For some reason, solve offers the user the choice of
replacing ( - 1 )^(1/4) (using ratsubst, say) throughout
the list with a single choice and that will result in a list of
four complex numbers.
For any user choice, you get the same list of four
complex numbers, just in a different (cyclic) order.
Here is code for exploration of the case n = 4.
(%i1) display2d:false$
usual definition of 4th roots of (-1), with k = 1, 2, 3, 4.

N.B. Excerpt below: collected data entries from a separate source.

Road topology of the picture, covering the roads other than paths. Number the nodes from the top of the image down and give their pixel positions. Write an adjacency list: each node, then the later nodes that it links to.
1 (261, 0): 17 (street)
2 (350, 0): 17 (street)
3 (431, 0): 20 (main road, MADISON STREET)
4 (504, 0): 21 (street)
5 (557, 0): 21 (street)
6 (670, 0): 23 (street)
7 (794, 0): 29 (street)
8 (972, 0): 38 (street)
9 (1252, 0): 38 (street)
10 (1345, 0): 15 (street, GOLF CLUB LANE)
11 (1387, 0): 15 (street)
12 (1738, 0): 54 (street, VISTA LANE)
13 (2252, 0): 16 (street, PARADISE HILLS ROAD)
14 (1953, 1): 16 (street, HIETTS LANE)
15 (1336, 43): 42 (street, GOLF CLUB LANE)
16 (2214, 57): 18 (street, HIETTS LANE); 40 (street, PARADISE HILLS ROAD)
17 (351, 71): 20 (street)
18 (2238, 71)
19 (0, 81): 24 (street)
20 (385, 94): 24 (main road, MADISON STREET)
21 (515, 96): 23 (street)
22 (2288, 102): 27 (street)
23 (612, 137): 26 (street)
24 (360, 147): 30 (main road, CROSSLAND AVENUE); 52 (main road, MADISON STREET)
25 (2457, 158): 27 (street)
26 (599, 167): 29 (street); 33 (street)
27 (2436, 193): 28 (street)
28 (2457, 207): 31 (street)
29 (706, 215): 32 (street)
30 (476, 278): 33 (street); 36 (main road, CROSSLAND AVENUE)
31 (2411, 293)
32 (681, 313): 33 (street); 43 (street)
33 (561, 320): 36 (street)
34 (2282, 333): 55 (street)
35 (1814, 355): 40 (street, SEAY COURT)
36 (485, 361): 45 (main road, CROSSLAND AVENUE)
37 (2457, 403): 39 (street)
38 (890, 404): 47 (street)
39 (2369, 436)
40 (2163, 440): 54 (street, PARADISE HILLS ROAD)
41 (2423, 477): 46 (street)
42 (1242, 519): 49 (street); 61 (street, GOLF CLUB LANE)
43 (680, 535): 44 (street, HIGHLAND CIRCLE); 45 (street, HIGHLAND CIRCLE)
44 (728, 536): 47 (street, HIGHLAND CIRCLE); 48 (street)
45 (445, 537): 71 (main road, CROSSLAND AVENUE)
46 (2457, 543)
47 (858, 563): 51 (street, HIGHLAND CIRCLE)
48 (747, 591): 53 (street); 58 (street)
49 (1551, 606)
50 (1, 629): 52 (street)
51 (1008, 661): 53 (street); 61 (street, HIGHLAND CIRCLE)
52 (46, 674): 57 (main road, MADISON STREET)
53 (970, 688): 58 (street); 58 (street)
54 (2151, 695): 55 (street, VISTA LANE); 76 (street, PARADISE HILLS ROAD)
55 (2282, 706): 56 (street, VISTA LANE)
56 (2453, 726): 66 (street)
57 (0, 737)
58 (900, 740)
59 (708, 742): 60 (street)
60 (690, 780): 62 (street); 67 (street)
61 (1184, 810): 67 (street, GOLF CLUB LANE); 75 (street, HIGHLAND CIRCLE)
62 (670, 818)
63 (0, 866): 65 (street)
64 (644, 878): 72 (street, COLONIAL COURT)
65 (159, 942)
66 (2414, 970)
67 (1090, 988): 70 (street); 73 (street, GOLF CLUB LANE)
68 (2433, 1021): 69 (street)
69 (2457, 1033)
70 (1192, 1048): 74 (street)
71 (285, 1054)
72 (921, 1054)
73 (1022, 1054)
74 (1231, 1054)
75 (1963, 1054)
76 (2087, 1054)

(%i2) v(k):= factor (ratsimp (
rectform (exp( %i*%pi*( -1 + 2*k)/4))))$
display these as a simplified list:
(%i3) q: fullmap ('rootscontract, makelist ( v(k), k, 1, 4));
(%o3) [ 2^-(1/2)*(%i+1), (%i-1)/sqrt(2),
-2^-(1/2)*(%i+1), -(%i-1)/sqrt(2) ]
check roots:
(%i4) ratsimp ( q^4 );
(%o4) [-1,-1,-1,-1]
Now ask solve for the 4th roots of (-1):
(%i5) s : factor (map ( 'rhs, solve ( a^4 + 1 )));
(%o5) [ (-1)^(1/4)*%i, -(-1)^(1/4),
-(-1)^(1/4)*%i, (-1)^(1/4) ]
note presence of factor (-1)^(1/4) in each element
check solutions
(%i6) ratsimp(s^4);
(%o6) [-1,-1,-1,-1]
define four particular solutions p[k] by replacing (-1)^(1/4) by
q[k] defined above
(%i7) for k thru 4 do
p[k] : factor (ratsubst ( q[k], (-1)^(1/4), s ))$
show k, p[k], p[k]^4, and finally that p[k]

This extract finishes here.